When it comes to video creation, gaming, memes, or AI agents, there have not been much free options for text-to-speech models and most are paid and enjoy a near monopoly. But now, you can try Chatterbox, a free and open-source text-to-speech model developed by Resemble AI and licensed under MIT.
Chatterbox can generate speech from text and features emotion exaggeration control. It also allows you to clone your voice using just a 5-second audio sample. Currently, it only supports English, but support for other languages is likely in the near future.
❌Forget ElevenLabs .....
— Stable Diffusion Tutorials (@SD_Tutorial) May 29, 2025
😛Chatterbox by Resemble AI's
An Open source Free Txt To Speech model
For-memes, videos, games, or AI agents
Demo: https://t.co/AuE53Xt8Ve
Github:https://t.co/gvfrydM63D
Comfy : coming soon pic.twitter.com/ZDE0grEQa6
They claim that Chatterbox outperforms premium closed-source TTS models like ElevenLabs.

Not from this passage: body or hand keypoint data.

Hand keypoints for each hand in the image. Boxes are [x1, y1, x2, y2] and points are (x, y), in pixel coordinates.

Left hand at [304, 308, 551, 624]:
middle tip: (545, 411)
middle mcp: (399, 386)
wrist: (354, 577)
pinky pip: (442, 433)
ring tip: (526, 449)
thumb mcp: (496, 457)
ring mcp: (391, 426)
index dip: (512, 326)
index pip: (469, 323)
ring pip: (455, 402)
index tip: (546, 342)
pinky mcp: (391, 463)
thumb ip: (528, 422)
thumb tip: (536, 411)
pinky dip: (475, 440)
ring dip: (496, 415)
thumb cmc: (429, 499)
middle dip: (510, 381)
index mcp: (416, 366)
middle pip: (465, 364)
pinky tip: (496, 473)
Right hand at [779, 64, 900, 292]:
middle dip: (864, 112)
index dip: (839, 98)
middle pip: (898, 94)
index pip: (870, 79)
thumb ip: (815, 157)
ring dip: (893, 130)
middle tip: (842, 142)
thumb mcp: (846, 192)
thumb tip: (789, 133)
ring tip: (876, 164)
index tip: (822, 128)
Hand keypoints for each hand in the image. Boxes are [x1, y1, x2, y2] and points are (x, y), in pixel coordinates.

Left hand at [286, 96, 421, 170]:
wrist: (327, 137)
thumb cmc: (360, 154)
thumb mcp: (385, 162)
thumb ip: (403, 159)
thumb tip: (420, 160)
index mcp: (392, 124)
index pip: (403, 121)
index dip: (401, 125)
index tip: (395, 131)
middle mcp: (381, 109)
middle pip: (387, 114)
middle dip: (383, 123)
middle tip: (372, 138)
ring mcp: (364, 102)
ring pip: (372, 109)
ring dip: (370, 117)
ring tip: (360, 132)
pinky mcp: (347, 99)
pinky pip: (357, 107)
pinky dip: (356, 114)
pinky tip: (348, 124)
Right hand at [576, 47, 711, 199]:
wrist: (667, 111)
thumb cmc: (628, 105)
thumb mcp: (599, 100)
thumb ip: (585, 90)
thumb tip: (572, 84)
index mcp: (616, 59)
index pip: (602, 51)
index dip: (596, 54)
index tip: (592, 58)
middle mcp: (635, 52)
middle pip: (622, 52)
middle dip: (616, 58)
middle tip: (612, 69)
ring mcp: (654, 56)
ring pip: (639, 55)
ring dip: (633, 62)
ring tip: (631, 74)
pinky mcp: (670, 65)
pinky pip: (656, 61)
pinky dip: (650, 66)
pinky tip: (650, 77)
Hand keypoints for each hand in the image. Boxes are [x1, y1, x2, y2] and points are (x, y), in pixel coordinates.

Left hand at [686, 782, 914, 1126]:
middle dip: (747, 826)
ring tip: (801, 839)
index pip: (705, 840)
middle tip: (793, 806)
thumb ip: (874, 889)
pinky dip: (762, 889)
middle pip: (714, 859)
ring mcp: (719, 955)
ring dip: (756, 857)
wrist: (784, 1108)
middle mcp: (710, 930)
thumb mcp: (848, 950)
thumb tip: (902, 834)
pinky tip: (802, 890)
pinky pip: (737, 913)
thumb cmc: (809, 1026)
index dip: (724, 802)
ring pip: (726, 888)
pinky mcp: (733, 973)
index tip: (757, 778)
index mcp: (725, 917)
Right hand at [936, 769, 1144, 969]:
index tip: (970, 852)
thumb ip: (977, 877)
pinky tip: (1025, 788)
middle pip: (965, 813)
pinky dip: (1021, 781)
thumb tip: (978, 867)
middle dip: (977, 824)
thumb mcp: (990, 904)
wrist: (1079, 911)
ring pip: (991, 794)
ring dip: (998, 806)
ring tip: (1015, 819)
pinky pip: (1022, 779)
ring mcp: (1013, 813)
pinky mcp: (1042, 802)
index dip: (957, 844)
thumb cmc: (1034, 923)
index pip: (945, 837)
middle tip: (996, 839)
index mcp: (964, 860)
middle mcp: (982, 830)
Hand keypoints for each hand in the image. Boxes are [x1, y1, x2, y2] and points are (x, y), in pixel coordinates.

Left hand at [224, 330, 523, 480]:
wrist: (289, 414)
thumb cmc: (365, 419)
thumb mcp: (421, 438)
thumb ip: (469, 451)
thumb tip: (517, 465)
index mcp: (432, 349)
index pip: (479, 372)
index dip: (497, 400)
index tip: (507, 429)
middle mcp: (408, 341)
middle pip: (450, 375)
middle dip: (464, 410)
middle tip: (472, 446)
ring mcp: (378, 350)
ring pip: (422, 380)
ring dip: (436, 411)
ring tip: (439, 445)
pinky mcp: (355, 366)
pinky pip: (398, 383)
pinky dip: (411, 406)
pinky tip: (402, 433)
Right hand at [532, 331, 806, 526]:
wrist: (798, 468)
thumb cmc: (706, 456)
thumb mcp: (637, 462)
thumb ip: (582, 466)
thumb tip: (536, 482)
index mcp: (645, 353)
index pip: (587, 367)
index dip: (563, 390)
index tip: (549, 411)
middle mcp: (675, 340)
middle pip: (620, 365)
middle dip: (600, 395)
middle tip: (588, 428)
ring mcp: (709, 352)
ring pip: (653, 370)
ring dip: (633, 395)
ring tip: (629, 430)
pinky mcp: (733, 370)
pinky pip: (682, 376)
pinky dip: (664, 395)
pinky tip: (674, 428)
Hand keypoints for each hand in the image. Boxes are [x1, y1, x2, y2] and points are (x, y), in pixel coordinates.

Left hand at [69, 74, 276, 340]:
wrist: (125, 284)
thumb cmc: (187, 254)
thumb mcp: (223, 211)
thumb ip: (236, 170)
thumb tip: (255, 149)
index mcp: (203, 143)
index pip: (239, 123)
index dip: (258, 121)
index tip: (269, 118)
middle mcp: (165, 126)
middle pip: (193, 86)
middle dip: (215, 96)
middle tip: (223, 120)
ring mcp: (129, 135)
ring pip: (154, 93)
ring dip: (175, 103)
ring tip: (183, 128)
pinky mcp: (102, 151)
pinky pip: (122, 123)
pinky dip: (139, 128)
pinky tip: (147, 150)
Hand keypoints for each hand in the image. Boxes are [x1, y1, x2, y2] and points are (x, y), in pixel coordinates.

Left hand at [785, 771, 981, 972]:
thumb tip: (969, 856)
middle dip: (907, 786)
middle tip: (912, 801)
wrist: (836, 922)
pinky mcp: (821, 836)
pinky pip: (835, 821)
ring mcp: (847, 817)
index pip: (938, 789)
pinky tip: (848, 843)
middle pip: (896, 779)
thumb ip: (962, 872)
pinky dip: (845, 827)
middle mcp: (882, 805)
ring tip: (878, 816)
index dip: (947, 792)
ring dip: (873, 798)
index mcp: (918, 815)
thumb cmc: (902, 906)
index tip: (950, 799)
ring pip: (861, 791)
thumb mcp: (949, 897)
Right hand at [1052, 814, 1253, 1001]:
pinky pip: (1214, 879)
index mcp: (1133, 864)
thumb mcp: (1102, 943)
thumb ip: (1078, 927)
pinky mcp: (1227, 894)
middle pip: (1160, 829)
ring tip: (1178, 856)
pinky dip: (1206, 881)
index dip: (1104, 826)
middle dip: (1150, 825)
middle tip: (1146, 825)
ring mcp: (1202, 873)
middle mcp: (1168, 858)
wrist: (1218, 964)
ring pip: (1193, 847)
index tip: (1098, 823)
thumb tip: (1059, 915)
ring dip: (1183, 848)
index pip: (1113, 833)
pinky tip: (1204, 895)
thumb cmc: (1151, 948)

You can explore their research and performance benchmarks in their analysis project.
We also have Bark from SunoAI that supports multiple languages and emotions, but it does not auto-detect emotional tone and you have to specify the emotion style manually. Unlike Chatterbox, it is under a non-commercial license and due to the limitations, you can generate only up to 14 seconds of audio at a time.
Installation
1. Install ComfyUI if you are new user. Older user need to update it from the Manager tab.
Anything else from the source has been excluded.